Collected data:
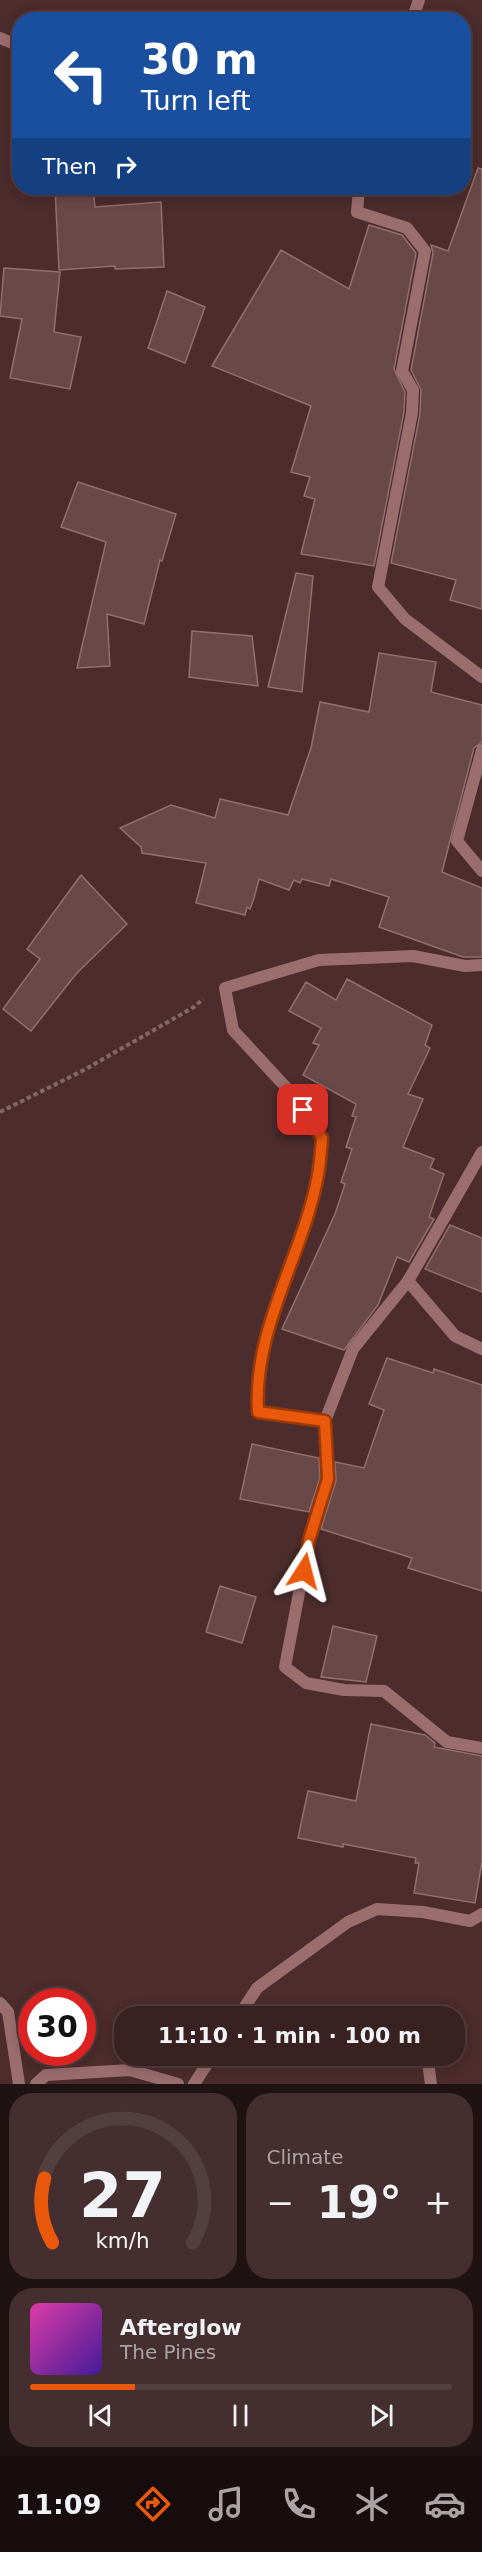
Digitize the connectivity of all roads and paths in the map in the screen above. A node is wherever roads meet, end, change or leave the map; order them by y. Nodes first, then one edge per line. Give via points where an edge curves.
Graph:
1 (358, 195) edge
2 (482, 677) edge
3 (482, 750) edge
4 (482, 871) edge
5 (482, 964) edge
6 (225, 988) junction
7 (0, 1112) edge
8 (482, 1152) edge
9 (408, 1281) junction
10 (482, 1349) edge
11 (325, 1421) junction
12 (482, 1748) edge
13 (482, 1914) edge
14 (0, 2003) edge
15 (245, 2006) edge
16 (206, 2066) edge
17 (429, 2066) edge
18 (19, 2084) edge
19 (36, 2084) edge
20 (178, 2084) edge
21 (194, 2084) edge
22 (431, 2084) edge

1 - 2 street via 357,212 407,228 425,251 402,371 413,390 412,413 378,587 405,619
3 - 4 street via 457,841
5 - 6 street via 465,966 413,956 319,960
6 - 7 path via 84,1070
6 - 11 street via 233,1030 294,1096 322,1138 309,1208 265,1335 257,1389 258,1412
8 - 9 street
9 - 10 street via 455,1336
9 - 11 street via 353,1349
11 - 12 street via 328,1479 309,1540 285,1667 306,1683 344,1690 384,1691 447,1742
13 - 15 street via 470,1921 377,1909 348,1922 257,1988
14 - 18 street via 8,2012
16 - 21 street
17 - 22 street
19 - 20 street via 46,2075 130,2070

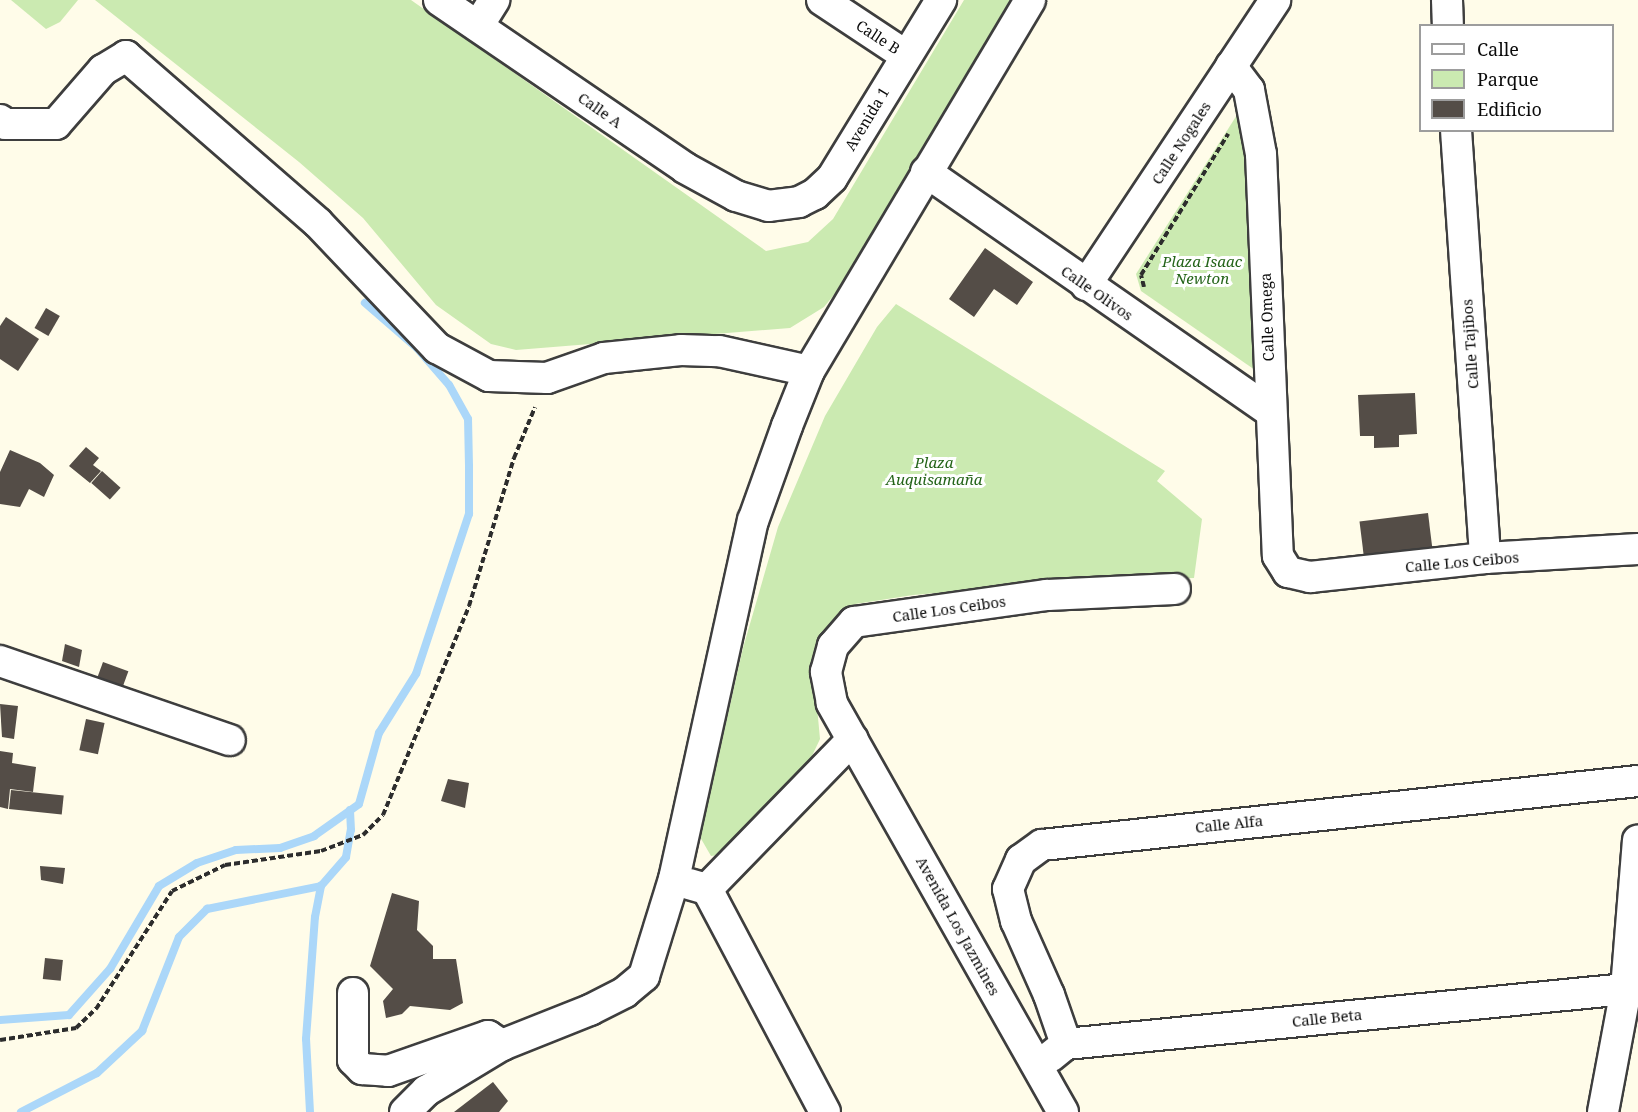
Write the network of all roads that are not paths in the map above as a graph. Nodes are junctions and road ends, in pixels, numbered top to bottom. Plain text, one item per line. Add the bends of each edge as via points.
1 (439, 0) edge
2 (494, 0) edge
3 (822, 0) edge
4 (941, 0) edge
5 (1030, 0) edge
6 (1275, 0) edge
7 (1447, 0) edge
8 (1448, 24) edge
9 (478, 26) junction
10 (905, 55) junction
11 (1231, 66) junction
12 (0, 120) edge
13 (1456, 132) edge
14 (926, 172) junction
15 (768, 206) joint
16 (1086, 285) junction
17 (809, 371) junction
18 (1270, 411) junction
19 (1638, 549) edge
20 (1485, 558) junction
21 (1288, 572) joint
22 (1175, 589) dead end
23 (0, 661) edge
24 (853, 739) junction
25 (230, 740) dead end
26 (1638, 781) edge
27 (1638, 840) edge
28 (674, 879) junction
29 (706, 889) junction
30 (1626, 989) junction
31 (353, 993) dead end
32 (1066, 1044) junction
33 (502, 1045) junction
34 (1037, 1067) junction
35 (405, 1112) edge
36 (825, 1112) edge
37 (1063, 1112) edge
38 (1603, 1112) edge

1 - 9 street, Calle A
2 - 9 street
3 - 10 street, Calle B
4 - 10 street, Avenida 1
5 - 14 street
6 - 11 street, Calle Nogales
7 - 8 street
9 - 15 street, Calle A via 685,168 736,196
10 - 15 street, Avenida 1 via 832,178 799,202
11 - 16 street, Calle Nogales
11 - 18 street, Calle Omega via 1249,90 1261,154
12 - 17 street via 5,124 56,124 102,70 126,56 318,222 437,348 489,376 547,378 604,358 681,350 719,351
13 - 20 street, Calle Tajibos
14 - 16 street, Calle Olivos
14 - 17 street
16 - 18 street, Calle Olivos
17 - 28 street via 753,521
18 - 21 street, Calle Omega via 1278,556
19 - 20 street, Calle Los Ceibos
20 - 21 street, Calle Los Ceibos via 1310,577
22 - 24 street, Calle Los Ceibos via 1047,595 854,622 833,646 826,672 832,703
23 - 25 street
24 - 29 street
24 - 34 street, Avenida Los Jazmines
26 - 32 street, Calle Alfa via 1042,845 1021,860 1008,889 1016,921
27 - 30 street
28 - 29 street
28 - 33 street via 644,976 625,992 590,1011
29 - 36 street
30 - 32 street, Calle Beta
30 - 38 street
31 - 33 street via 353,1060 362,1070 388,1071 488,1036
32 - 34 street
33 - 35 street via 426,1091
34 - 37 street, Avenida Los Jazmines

Assigned task: Look through the data above for the string "Omega" and copy every line where it appears.

Answer to this task:
11 - 18 street, Calle Omega via 1249,90 1261,154
18 - 21 street, Calle Omega via 1278,556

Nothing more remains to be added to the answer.